# Why UNIONS are good for this country..



## B4T (Feb 10, 2009)

Pratt & Whitney, who make jet engines in Conn. wanted to move 1000 jobs to Georgia, Japan, and Singapore. 

The machinists union sued and a federal judge issued a permanent injunction blocking the move.

This is something only organized labor can do and if it were non-union, the jobs would of been lost. :thumbsup:

http://www.nytimes.com/aponline/2010/02/05/business/AP-US-Pratt-Whitney-Jobs.html


----------



## BuzzKill (Oct 27, 2008)

An employer should be able to move his business where-ever he likes. It's his company, not the employees'.
Sounds like labor costs are driving Pratt & Whitney towards the poor house.


----------



## B4T (Feb 10, 2009)

BuzzKill said:


> An employer should be able to move his business where-ever he likes. It's his company, not the employees'.
> Sounds like labor costs are driving Pratt & Whitney towards the poor house.


The judge agreed.. It accused Pratt & Whitney of failing to comply with the contract that required it to do everything possible to preserve the jobs.

Who forced the owners to sign the contract?? :blink:


----------



## BuzzKill (Oct 27, 2008)

I guess that's wht they get for doing business with unions.


----------



## B4T (Feb 10, 2009)

I am for anything that legally saves American jobs and keeps the people from having to move, if they want to stay where they are.

I would bet the move to Georgia would of been temporary and was just used to make Pratt & Whitney look good on paper.


----------



## BuzzKill (Oct 27, 2008)

Maybe cause the workers here aren't unionized? Don't know, but Ga. is a right tot work state.


----------



## Advanced37 (Jan 11, 2010)

BuzzKill said:


> Maybe cause the workers here aren't unionized? Don't know, but Ga. is a right tot work state.

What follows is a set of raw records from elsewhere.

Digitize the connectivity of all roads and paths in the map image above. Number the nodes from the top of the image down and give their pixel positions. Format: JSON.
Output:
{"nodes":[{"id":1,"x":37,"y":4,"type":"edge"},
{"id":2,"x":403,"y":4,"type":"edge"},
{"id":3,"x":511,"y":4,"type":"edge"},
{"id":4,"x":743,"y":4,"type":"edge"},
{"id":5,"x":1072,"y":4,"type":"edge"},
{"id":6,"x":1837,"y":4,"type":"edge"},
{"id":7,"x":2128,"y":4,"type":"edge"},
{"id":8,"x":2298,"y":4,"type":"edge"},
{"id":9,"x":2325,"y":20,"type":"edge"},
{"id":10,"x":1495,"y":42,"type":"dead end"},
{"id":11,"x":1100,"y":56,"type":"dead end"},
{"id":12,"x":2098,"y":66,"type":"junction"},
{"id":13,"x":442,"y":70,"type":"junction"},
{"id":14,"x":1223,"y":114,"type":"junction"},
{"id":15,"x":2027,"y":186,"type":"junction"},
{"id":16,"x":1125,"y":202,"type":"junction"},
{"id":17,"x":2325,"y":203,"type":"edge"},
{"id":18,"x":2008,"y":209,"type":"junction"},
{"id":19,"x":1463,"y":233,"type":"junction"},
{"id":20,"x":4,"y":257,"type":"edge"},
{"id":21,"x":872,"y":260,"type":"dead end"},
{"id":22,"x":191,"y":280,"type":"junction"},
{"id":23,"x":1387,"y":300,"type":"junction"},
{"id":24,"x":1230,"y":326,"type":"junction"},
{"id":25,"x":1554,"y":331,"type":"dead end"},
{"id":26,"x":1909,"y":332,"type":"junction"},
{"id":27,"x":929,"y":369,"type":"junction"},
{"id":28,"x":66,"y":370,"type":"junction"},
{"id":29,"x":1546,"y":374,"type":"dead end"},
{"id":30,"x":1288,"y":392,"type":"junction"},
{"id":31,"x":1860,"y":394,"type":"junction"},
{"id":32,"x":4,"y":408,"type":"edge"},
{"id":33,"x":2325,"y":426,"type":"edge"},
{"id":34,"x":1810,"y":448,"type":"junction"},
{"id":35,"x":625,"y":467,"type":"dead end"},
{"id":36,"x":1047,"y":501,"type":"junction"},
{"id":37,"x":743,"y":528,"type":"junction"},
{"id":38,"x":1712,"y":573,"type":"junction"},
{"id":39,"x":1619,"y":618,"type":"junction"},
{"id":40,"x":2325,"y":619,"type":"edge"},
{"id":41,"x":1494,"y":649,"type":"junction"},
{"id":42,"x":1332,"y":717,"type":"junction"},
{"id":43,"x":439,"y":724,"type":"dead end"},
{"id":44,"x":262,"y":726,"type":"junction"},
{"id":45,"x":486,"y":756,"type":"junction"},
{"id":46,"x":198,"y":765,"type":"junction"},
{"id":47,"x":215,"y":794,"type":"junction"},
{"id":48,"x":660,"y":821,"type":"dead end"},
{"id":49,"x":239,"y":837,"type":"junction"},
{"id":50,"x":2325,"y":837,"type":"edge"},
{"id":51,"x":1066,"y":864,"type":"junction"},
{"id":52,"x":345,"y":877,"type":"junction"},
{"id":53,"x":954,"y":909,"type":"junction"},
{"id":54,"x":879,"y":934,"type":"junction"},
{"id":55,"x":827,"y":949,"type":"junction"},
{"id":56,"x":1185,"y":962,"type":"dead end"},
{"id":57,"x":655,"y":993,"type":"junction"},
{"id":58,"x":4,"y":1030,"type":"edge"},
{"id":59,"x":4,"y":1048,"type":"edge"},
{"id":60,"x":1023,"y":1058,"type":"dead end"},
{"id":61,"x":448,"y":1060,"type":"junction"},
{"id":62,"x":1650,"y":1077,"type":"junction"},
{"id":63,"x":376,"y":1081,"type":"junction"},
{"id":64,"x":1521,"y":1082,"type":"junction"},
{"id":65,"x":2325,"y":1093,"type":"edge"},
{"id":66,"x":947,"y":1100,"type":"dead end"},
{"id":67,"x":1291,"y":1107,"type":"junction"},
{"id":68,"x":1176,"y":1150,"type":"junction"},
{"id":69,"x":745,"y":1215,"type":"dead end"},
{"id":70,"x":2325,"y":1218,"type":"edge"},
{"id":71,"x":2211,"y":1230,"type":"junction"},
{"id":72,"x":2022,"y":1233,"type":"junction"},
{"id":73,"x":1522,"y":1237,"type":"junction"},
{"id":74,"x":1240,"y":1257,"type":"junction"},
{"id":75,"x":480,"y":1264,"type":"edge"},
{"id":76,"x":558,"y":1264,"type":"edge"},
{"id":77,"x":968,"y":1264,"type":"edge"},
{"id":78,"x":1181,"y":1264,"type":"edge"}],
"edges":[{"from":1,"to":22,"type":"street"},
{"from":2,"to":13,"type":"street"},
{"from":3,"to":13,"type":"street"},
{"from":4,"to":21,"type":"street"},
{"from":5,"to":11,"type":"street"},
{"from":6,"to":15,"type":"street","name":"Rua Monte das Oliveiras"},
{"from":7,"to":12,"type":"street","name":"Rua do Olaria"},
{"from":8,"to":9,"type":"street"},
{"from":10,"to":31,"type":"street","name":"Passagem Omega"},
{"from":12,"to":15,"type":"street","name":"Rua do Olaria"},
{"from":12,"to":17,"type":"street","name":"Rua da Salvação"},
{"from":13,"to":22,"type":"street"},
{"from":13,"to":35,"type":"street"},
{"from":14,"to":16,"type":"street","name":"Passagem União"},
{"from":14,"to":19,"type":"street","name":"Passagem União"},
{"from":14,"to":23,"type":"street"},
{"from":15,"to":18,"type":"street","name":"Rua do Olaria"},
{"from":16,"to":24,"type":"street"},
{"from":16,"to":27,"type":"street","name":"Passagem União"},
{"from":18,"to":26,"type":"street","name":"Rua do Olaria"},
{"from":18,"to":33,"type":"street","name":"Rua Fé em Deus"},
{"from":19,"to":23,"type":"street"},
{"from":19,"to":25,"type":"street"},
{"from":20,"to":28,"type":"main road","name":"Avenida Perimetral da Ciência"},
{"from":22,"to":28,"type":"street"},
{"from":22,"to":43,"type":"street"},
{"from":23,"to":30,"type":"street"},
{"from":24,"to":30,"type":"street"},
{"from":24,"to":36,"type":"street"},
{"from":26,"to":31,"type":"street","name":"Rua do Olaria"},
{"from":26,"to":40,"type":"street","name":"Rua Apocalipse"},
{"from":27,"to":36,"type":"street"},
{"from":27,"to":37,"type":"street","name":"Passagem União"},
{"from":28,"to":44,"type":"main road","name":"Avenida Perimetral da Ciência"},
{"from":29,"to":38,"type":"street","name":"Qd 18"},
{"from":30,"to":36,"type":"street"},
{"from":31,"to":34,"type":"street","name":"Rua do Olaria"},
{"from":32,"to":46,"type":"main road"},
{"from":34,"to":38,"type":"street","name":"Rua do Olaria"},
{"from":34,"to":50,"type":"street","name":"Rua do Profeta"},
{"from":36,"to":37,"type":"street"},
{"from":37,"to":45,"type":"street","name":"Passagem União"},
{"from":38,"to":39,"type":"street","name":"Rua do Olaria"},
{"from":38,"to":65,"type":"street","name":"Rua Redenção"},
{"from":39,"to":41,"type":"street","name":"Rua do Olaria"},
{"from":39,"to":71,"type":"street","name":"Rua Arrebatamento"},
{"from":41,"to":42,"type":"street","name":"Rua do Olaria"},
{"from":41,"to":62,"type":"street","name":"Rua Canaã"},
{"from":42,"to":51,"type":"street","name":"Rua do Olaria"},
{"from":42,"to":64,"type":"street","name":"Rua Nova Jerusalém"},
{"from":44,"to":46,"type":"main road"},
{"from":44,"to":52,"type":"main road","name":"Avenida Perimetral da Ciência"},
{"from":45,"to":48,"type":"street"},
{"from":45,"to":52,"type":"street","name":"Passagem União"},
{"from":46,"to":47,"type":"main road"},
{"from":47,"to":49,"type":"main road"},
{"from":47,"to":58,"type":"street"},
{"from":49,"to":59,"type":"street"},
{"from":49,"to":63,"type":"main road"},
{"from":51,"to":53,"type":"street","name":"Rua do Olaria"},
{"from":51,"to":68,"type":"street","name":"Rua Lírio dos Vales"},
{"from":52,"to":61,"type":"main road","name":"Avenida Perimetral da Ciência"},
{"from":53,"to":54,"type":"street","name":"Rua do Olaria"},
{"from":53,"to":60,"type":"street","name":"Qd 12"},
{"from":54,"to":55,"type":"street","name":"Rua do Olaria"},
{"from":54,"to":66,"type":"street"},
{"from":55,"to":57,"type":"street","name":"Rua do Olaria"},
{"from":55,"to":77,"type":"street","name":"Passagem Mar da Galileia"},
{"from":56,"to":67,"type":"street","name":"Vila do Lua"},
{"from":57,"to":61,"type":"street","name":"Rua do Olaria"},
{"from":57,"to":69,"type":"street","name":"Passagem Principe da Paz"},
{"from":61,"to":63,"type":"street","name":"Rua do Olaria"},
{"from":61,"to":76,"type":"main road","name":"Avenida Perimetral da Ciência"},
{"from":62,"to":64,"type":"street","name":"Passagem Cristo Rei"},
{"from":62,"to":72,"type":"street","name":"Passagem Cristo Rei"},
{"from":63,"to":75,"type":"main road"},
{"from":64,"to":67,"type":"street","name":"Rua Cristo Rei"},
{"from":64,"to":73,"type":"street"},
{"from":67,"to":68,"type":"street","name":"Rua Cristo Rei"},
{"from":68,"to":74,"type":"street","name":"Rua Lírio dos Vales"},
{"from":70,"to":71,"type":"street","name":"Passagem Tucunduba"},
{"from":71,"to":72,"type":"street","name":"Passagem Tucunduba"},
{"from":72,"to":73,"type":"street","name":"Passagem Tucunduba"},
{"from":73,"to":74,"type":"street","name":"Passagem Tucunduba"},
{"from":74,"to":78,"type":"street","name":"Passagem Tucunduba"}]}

Yeah they'll move to Ga for a bit, then ship the jobs to a Union shop in China... :laughing::laughing::laughing:

I find it hysterical that non union (which is most of the country) supporters have no problem bashing the union supporters. Typically it has been a move from a Northern state to a southern state, and the rant is typically the damn union this and that, they make too much money. But when the company moves the plant from a non union plant in the south to China, whats the cause? Low paid, low skilled, I don't wanna do this job anyway, how come I am not home watching Nascar, wish I was in my trailer drinking a brew, can't work today my tooth fell out attitude, or a general lack of productivity? Can you possibly blame the workers who were obviously paid too much in salary and benefits because why else would the company lay us all off and ship those jobs to china??? I suppose all those non union employees negotiated their individual wages way more than they were worth.... and yes its their right to move those jobs anywhere they damn well please. Doesn't make it right... 

Just saying. 

Every union brother complaining that the hall is organizing more brothers to the bench or the with the new CE/CW rating they are taking your jobs... the non union types already have your jobs... 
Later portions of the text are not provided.